Whatever the outcome of the Labour Party leadership contest, it is clear that there is a huge gulf between the grassroots and a majority of the Parliamentary Labour Party. Many MPs are left looking shaken and bewildered by the groundswell of support for Jeremy Corbyn. However, they shouldn’t be so shocked. As far back as 2007, Jon Cruddas topped the first round of voting for the deputy leader.
‘There’s much more life in the party than I thought,’ says Cruddas. ‘When I started I thought the party had been hollowed out. But the result shows that the ‘virtual’ politics practised at the centre, the politics of positioning and messaging, was out of touch with the party.’
The history of the Labour Party and of the UK would have been very different if Bryan Gould had been elected leader instead of John Smith and the transatlanticists like Blair and Brown. In the re-posted piece that follows, Bryan Gould sums up the consequences of the Labour Party capitulating to the economics of Margaret Thatcher.
By Bryan Gould – 3 August 2015
It is a truism of today’s political analysis that, over the three or four decades since the so-called “free-market” revolution swept across the western world, the centre of political gravity has moved substantially rightwards. Most of those of middle age or younger will have grown up, after all, in a world where it has been widely accepted that markets are infallible, that government spending is wasteful and a drag on economic development, that running a country is just like running a business, that we all benefit if the rich get richer, and that private profit justifiably overrides all other considerations.
So insidious and comprehensive has been the advance of this orthodoxy that even those who choose to question or oppose it are hard put to understand how complete has been its victory. As we see from the current plight of the Labour Party, political leaders who seek to offer alternatives are disarmed and enfeebled, without realising it, by their experience of growing up within its confines. They are, in any case, urged – on electoral grounds and even by their friends – to accept the new reality; and that reality, of course, keeps on moving inexorably rightwards.
This re-definition of the political landscape has meant that what would once have been regarded as the extreme outer edge of what is politically possible is now the new centre ground. Any divergence from this central position is, by definition therefore, literally eccentric; and any move away from “free-market” orthodoxy is condemned as either a return to the past or an irrational lurch leftwards.
These definitions of centrality and divergence have the further advantage, for their proponents, of confirming a long-held public perception. In the days when the political left was prepared to challenge existing power structures, they were undoubtedly helped by their development of an ideology of sorts that allowed them to ground their objections to orthodox policies in some loosely defined analytical framework. The consequent identification of the left as the doctrinaire element in the political spectrum seems, however, to have inhibited today’s leaders of the left, if the current contest for the Labour Party leadership is any guide, from straying too far from orthodoxy for fear of appearing too ideologically driven.

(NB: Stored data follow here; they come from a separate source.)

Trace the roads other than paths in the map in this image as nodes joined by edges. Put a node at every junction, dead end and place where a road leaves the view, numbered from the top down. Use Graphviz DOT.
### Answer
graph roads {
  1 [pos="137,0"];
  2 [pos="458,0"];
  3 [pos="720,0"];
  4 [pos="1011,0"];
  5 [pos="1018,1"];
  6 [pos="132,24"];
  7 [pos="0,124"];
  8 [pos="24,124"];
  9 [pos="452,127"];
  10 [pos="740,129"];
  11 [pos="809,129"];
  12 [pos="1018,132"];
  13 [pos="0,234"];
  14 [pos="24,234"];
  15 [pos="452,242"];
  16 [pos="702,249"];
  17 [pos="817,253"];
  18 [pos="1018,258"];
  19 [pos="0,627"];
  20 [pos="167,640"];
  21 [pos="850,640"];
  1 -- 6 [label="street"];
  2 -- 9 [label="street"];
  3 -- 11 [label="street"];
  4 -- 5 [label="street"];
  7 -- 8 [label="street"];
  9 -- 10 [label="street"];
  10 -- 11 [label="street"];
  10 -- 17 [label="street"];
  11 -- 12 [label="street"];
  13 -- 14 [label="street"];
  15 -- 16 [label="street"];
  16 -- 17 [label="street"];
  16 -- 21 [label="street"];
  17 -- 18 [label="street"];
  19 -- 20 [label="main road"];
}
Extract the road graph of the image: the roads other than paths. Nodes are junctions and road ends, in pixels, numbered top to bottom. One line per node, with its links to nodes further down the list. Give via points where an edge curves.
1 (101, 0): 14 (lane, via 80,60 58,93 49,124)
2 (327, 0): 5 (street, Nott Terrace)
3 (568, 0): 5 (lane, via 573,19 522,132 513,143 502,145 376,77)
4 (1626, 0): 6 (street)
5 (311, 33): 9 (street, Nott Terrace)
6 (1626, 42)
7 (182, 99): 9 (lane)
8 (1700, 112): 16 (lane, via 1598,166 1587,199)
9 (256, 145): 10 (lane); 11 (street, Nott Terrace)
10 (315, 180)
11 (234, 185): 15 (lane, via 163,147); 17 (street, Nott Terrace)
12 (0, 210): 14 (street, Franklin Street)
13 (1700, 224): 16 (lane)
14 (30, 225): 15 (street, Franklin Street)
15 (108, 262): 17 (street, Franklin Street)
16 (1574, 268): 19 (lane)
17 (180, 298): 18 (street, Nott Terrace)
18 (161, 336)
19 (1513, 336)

The right, by contrast, was usually seen as pragmatic and concerned solely with what would work. Politicians of the right still seek to prolong that advantage by clothing their steady move rightwards in the language of experiment and exploration of what is possible, rather than of ideology. They have also learned to proceed stealthily, one small step at a time, with the intention of concealing from the public that each new step is in reality a further development of a highly ideological agenda.

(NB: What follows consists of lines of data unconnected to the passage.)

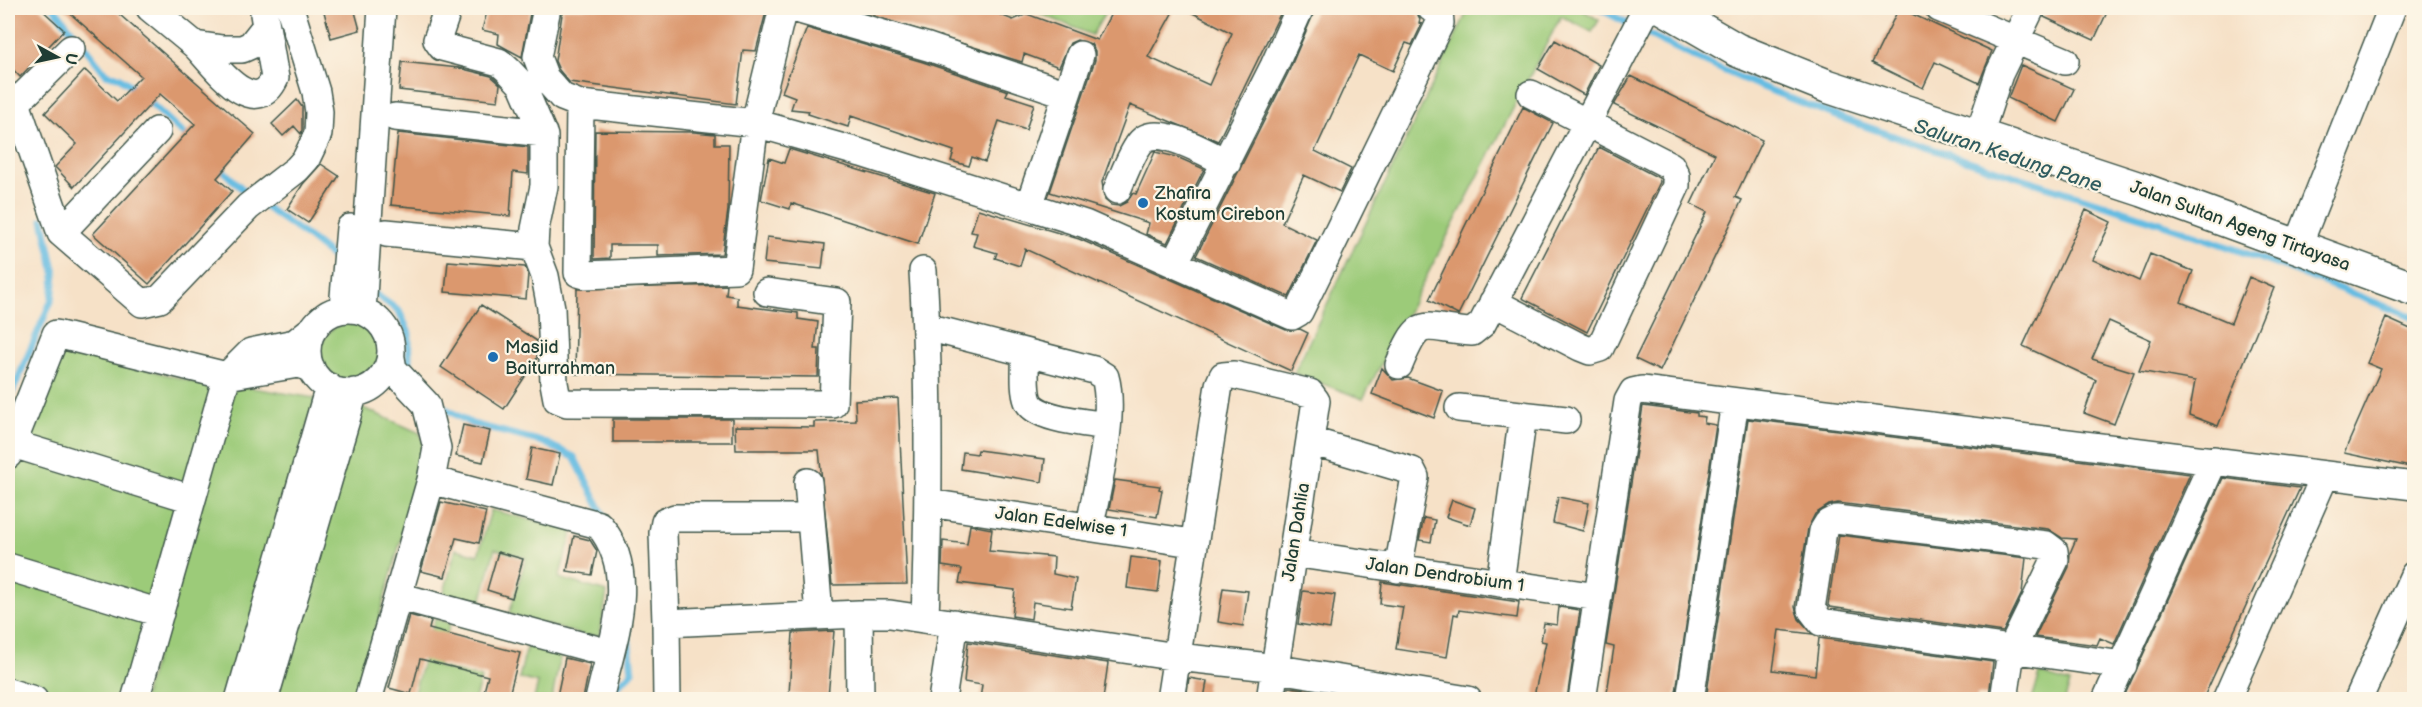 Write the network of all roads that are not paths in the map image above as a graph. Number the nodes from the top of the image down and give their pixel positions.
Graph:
1 (150, 8) edge
2 (290, 8) edge
3 (366, 8) edge
4 (382, 8) edge
5 (448, 8) edge
6 (547, 8) edge
7 (795, 8) edge
8 (1300, 8) edge
9 (1431, 8) edge
10 (1939, 8) edge
11 (2031, 8) edge
12 (2392, 8) edge
13 (1651, 10) edge
14 (264, 17) edge
15 (2015, 39) junction
16 (195, 45) junction
17 (71, 49) dead end
18 (1080, 55) dead end
19 (2065, 61) dead end
20 (1067, 94) junction
21 (1531, 94) dead end
22 (12, 99) edge
23 (580, 104) junction
24 (395, 117) dead end
25 (755, 123) junction
26 (1587, 123) junction
27 (157, 131) dead end
28 (543, 134) junction
29 (1979, 135) junction
30 (1227, 162) junction
31 (1117, 190) dead end
32 (1029, 206) junction
33 (61, 233) junction
34 (386, 233) dead end
35 (534, 247) junction
36 (2297, 248) junction
37 (1175, 262) junction
38 (923, 271) dead end
39 (355, 288) junction
40 (2415, 289) edge
41 (767, 292) dead end
42 (1493, 302) junction
43 (315, 327) junction
44 (927, 327) junction
45 (1025, 353) junction
46 (391, 358) junction
47 (1400, 365) dead end
48 (227, 376) junction
49 (339, 384) junction
50 (1735, 402) junction
51 (1459, 408) dead end
52 (1523, 415) junction
53 (429, 420) junction
54 (1566, 420) dead end
55 (1107, 426) junction
56 (1311, 441) junction
57 (10, 449) edge
58 (2214, 460) junction
59 (2325, 475) junction
60 (431, 480) junction
61 (808, 482) dead end
62 (2415, 486) edge
63 (192, 500) junction
64 (929, 503) junction
65 (811, 518) junction
66 (1090, 526) junction
67 (1192, 543) junction
68 (1292, 553) junction
69 (8, 567) edge
70 (1398, 569) junction
71 (2415, 575) edge
72 (1500, 583) junction
73 (398, 596) junction
74 (1598, 597) junction
75 (160, 613) junction
76 (859, 614) junction
77 (819, 615) junction
78 (925, 619) junction
79 (666, 623) junction
80 (954, 623) junction
81 (2011, 651) junction
82 (609, 653) junction
83 (1177, 657) junction
84 (2123, 665) junction
85 (1274, 669) junction
86 (8, 692) edge
87 (34, 699) edge
88 (135, 699) edge
89 (239, 699) edge
90 (264, 699) edge
91 (368, 699) edge
92 (599, 699) edge
93 (668, 699) edge
94 (860, 699) edge
95 (942, 699) edge
96 (1170, 699) edge
97 (1270, 699) edge
98 (1468, 699) edge
99 (1582, 699) edge
100 (1690, 699) edge
101 (2004, 699) edge
102 (2106, 699) edge
103 (2226, 699) edge
104 (2358, 699) edge

1 - 16 street
2 - 33 street
3 - 39 street
4 - 39 street
5 - 28 street
6 - 23 street
7 - 20 street
7 - 25 street
8 - 30 street
9 - 37 street
10 - 15 street
11 - 15 street
12 - 36 street
13 - 26 street
13 - 29 main road, Jalan Sultan Ageng Tirtayasa
14 - 16 street
14 - 16 street
15 - 19 street
15 - 29 street
17 - 22 street
18 - 20 street
20 - 32 street
21 - 26 street
22 - 33 street
23 - 25 street
23 - 25 street
24 - 28 street
25 - 32 street
26 - 42 street
26 - 42 street
27 - 33 street
28 - 35 street
29 - 36 main road, Jalan Sultan Ageng Tirtayasa
30 - 31 street
30 - 37 street
32 - 37 street
34 - 35 street
35 - 41 street
36 - 40 main road, Jalan Sultan Ageng Tirtayasa
38 - 44 street
39 - 43 street
39 - 46 street
42 - 47 street
43 - 48 street
43 - 49 street
44 - 45 street
44 - 64 street
45 - 55 street
45 - 55 street
46 - 49 street
46 - 53 street
48 - 49 street
48 - 57 street
48 - 63 street
49 - 53 street
49 - 89 street
49 - 90 street
50 - 58 street
50 - 74 street
50 - 100 street
51 - 52 street
52 - 54 street
52 - 72 street
53 - 60 street
55 - 66 street
56 - 67 street, Jalan Dahlia
56 - 68 street, Jalan Dahlia
56 - 70 street
57 - 63 street
58 - 59 street
58 - 84 street
59 - 62 street
59 - 103 street
60 - 73 street
60 - 82 street
61 - 65 street
63 - 75 street
64 - 66 street, Jalan Edelwise 1
64 - 78 street
65 - 77 street
65 - 79 street
66 - 67 street, Jalan Edelwise 1
67 - 83 street
68 - 70 street, Jalan Dendrobium 1
68 - 85 street, Jalan Dahlia
69 - 75 street
70 - 72 street, Jalan Dendrobium 1
71 - 104 street
72 - 74 street, Jalan Dendrobium 1
73 - 82 street
73 - 91 street
74 - 99 street
75 - 88 street
76 - 77 street
76 - 78 street
76 - 94 street
77 - 79 street
78 - 80 street
79 - 93 street
80 - 83 street
80 - 95 street
81 - 81 street
81 - 84 street
81 - 101 street
82 - 92 street
83 - 85 street
83 - 96 street
84 - 102 street
85 - 97 street, Jalan Dahlia
85 - 98 street
86 - 87 street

That may, however, be about to change. As the tide of ‘free-market” orthodoxy has reached its high-water mark and appears to be receding (at least in most parts of the western world other than the euro zone), it is more and more likely to leave exposed to public view those new policy initiatives that seem to have little to do with common sense and practicality and to reflect much more clearly what are doctrinaire preoccupations.
Those preoccupations are becoming increasingly apparent. The priority accorded to the drive for private profit, for example, has led to well-publicised failings in delivering what were once public services, epitomised by the misfortunes of Serco – an international firm operating, among other things, as a private manager of prisons and under pressure for its failures in a range of countries.

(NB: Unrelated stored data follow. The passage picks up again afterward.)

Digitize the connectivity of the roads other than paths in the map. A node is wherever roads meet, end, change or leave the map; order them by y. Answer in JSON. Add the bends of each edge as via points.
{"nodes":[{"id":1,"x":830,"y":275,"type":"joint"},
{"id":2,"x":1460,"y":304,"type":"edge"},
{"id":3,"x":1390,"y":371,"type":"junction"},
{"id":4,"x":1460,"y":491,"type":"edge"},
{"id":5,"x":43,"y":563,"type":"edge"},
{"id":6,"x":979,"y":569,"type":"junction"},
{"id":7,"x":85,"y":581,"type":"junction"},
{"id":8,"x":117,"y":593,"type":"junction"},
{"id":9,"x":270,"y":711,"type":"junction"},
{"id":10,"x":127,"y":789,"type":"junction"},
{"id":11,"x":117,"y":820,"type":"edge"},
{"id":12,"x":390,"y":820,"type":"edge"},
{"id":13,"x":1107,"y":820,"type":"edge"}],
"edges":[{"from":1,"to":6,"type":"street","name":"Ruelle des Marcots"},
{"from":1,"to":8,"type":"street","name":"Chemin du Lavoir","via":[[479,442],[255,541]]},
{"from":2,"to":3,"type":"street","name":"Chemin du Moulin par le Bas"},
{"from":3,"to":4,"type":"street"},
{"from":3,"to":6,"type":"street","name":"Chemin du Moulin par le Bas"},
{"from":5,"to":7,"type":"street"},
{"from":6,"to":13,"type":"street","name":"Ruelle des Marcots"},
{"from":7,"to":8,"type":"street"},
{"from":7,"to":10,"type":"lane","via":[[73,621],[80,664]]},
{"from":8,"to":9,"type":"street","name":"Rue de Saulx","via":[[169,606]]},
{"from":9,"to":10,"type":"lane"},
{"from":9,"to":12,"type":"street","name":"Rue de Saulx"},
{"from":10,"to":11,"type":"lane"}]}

Privately owned academy schools, an idea that has now been shown even in Sweden, its country of origin, to produce disastrous results in terms of educational standards, will nevertheless no doubt continue to be supported by enthusiasts on the ground that business people are best placed to decide educational priorities for our children.
And what about the wacky idea, now being contemplated by New Zealand’s right-wing government, of financing the delivery of social services to some of the most vulnerable, including the mentally ill, by selling bonds to private investors who will then look to make a profit from their “investment”?
What links all of these and many other similar ideas is that they have little to do with what will work and best serve the interests of society and its citizens. They are instead all statements of ideologically driven preference – in each case, a preference for private provision, not because it works better, but because it is a faithful rendition of “free-market” theory.
It seems, in other words, that the usual view of the left as doctrinaire and the right as pragmatic is in course of changing. It is now the right that espouses the ideological approach and that will go on doing so for as long as it is not held to account and its bluff is not called. It is the left (when it can make up its mind and, like the lion in the Wizard of Oz, reclaim its courage) that has the opportunity to offer new alternatives to free-market orthodoxy – alternatives that are not the product of doctrine, but that are simply sensible and practical and likely to produce better outcomes. Isn’t it time that Labour’s leaders caught up with this new reality?